DATA FOR THE TASK →
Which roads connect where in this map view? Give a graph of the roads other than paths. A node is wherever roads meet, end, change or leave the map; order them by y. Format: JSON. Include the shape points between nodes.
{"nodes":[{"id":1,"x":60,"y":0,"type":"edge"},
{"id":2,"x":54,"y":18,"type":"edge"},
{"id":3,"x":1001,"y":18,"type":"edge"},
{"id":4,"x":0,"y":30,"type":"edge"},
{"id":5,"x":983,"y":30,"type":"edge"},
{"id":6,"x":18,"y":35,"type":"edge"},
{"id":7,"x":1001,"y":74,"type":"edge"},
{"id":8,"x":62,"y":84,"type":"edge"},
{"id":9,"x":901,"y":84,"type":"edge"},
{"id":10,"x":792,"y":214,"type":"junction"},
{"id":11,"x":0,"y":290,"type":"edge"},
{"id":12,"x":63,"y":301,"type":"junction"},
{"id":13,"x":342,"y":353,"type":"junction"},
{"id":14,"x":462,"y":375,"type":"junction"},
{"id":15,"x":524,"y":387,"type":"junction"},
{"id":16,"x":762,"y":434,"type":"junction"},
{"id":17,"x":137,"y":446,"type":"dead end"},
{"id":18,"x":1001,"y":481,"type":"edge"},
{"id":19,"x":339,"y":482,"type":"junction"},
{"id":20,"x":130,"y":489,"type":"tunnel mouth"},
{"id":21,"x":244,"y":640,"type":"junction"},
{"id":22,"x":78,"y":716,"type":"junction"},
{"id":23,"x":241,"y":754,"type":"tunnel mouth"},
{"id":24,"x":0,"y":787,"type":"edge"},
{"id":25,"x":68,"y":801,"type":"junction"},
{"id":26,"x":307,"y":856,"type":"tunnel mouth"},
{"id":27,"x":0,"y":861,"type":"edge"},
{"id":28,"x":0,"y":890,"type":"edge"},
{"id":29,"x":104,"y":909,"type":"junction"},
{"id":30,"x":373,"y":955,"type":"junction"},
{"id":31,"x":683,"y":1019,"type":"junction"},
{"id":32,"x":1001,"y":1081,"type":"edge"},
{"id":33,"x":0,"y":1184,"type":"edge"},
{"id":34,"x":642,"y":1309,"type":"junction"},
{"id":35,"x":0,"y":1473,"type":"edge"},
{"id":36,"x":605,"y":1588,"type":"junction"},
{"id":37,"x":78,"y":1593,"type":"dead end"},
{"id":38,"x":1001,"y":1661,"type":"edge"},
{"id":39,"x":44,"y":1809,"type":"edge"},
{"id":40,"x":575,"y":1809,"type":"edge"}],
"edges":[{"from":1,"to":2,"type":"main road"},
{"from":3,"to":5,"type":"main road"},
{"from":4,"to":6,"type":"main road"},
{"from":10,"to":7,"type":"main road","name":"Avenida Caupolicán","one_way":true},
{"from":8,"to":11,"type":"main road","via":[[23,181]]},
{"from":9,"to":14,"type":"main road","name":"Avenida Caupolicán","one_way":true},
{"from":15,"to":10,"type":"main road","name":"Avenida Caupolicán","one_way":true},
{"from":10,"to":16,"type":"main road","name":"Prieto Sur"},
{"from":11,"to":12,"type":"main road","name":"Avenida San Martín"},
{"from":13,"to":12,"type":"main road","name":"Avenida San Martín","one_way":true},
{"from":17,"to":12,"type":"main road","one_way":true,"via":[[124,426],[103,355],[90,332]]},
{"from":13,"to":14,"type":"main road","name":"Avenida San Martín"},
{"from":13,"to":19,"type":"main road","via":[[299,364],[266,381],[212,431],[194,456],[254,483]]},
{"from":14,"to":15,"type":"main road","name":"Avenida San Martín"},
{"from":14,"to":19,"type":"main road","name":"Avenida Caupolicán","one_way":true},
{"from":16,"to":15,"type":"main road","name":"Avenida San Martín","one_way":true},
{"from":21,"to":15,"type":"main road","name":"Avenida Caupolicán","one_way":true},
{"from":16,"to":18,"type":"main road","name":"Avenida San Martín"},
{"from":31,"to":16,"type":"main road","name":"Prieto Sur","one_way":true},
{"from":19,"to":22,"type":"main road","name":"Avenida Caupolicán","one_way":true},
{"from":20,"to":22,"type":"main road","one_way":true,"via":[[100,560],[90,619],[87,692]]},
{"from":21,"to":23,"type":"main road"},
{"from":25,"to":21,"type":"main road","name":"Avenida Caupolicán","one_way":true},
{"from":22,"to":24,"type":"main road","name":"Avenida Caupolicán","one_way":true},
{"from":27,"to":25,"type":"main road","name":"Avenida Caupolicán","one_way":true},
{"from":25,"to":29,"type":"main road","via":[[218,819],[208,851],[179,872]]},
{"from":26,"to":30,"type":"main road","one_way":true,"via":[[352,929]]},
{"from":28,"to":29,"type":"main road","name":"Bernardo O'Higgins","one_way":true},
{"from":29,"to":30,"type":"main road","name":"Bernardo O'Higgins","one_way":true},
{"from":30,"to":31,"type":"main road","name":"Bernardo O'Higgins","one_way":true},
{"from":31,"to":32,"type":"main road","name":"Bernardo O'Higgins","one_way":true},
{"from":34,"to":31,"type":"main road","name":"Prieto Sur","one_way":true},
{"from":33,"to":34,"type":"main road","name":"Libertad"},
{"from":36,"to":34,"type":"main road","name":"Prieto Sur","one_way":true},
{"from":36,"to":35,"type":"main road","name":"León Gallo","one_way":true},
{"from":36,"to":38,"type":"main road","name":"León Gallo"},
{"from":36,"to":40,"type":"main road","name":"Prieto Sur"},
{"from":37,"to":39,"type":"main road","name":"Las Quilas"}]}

WHAT IS BEING ASKED →
Give all the records above again, wording unchanged.

OUTPUT OF THE EXERCISE →
Which roads connect where in this map view? Give a graph of the roads other than paths. A node is wherever roads meet, end, change or leave the map; order them by y. Format: JSON. Include the shape points between nodes.
{"nodes":[{"id":1,"x":60,"y":0,"type":"edge"},
{"id":2,"x":54,"y":18,"type":"edge"},
{"id":3,"x":1001,"y":18,"type":"edge"},
{"id":4,"x":0,"y":30,"type":"edge"},
{"id":5,"x":983,"y":30,"type":"edge"},
{"id":6,"x":18,"y":35,"type":"edge"},
{"id":7,"x":1001,"y":74,"type":"edge"},
{"id":8,"x":62,"y":84,"type":"edge"},
{"id":9,"x":901,"y":84,"type":"edge"},
{"id":10,"x":792,"y":214,"type":"junction"},
{"id":11,"x":0,"y":290,"type":"edge"},
{"id":12,"x":63,"y":301,"type":"junction"},
{"id":13,"x":342,"y":353,"type":"junction"},
{"id":14,"x":462,"y":375,"type":"junction"},
{"id":15,"x":524,"y":387,"type":"junction"},
{"id":16,"x":762,"y":434,"type":"junction"},
{"id":17,"x":137,"y":446,"type":"dead end"},
{"id":18,"x":1001,"y":481,"type":"edge"},
{"id":19,"x":339,"y":482,"type":"junction"},
{"id":20,"x":130,"y":489,"type":"tunnel mouth"},
{"id":21,"x":244,"y":640,"type":"junction"},
{"id":22,"x":78,"y":716,"type":"junction"},
{"id":23,"x":241,"y":754,"type":"tunnel mouth"},
{"id":24,"x":0,"y":787,"type":"edge"},
{"id":25,"x":68,"y":801,"type":"junction"},
{"id":26,"x":307,"y":856,"type":"tunnel mouth"},
{"id":27,"x":0,"y":861,"type":"edge"},
{"id":28,"x":0,"y":890,"type":"edge"},
{"id":29,"x":104,"y":909,"type":"junction"},
{"id":30,"x":373,"y":955,"type":"junction"},
{"id":31,"x":683,"y":1019,"type":"junction"},
{"id":32,"x":1001,"y":1081,"type":"edge"},
{"id":33,"x":0,"y":1184,"type":"edge"},
{"id":34,"x":642,"y":1309,"type":"junction"},
{"id":35,"x":0,"y":1473,"type":"edge"},
{"id":36,"x":605,"y":1588,"type":"junction"},
{"id":37,"x":78,"y":1593,"type":"dead end"},
{"id":38,"x":1001,"y":1661,"type":"edge"},
{"id":39,"x":44,"y":1809,"type":"edge"},
{"id":40,"x":575,"y":1809,"type":"edge"}],
"edges":[{"from":1,"to":2,"type":"main road"},
{"from":3,"to":5,"type":"main road"},
{"from":4,"to":6,"type":"main road"},
{"from":10,"to":7,"type":"main road","name":"Avenida Caupolicán","one_way":true},
{"from":8,"to":11,"type":"main road","via":[[23,181]]},
{"from":9,"to":14,"type":"main road","name":"Avenida Caupolicán","one_way":true},
{"from":15,"to":10,"type":"main road","name":"Avenida Caupolicán","one_way":true},
{"from":10,"to":16,"type":"main road","name":"Prieto Sur"},
{"from":11,"to":12,"type":"main road","name":"Avenida San Martín"},
{"from":13,"to":12,"type":"main road","name":"Avenida San Martín","one_way":true},
{"from":17,"to":12,"type":"main road","one_way":true,"via":[[124,426],[103,355],[90,332]]},
{"from":13,"to":14,"type":"main road","name":"Avenida San Martín"},
{"from":13,"to":19,"type":"main road","via":[[299,364],[266,381],[212,431],[194,456],[254,483]]},
{"from":14,"to":15,"type":"main road","name":"Avenida San Martín"},
{"from":14,"to":19,"type":"main road","name":"Avenida Caupolicán","one_way":true},
{"from":16,"to":15,"type":"main road","name":"Avenida San Martín","one_way":true},
{"from":21,"to":15,"type":"main road","name":"Avenida Caupolicán","one_way":true},
{"from":16,"to":18,"type":"main road","name":"Avenida San Martín"},
{"from":31,"to":16,"type":"main road","name":"Prieto Sur","one_way":true},
{"from":19,"to":22,"type":"main road","name":"Avenida Caupolicán","one_way":true},
{"from":20,"to":22,"type":"main road","one_way":true,"via":[[100,560],[90,619],[87,692]]},
{"from":21,"to":23,"type":"main road"},
{"from":25,"to":21,"type":"main road","name":"Avenida Caupolicán","one_way":true},
{"from":22,"to":24,"type":"main road","name":"Avenida Caupolicán","one_way":true},
{"from":27,"to":25,"type":"main road","name":"Avenida Caupolicán","one_way":true},
{"from":25,"to":29,"type":"main road","via":[[218,819],[208,851],[179,872]]},
{"from":26,"to":30,"type":"main road","one_way":true,"via":[[352,929]]},
{"from":28,"to":29,"type":"main road","name":"Bernardo O'Higgins","one_way":true},
{"from":29,"to":30,"type":"main road","name":"Bernardo O'Higgins","one_way":true},
{"from":30,"to":31,"type":"main road","name":"Bernardo O'Higgins","one_way":true},
{"from":31,"to":32,"type":"main road","name":"Bernardo O'Higgins","one_way":true},
{"from":34,"to":31,"type":"main road","name":"Prieto Sur","one_way":true},
{"from":33,"to":34,"type":"main road","name":"Libertad"},
{"from":36,"to":34,"type":"main road","name":"Prieto Sur","one_way":true},
{"from":36,"to":35,"type":"main road","name":"León Gallo","one_way":true},
{"from":36,"to":38,"type":"main road","name":"León Gallo"},
{"from":36,"to":40,"type":"main road","name":"Prieto Sur"},
{"from":37,"to":39,"type":"main road","name":"Las Quilas"}]}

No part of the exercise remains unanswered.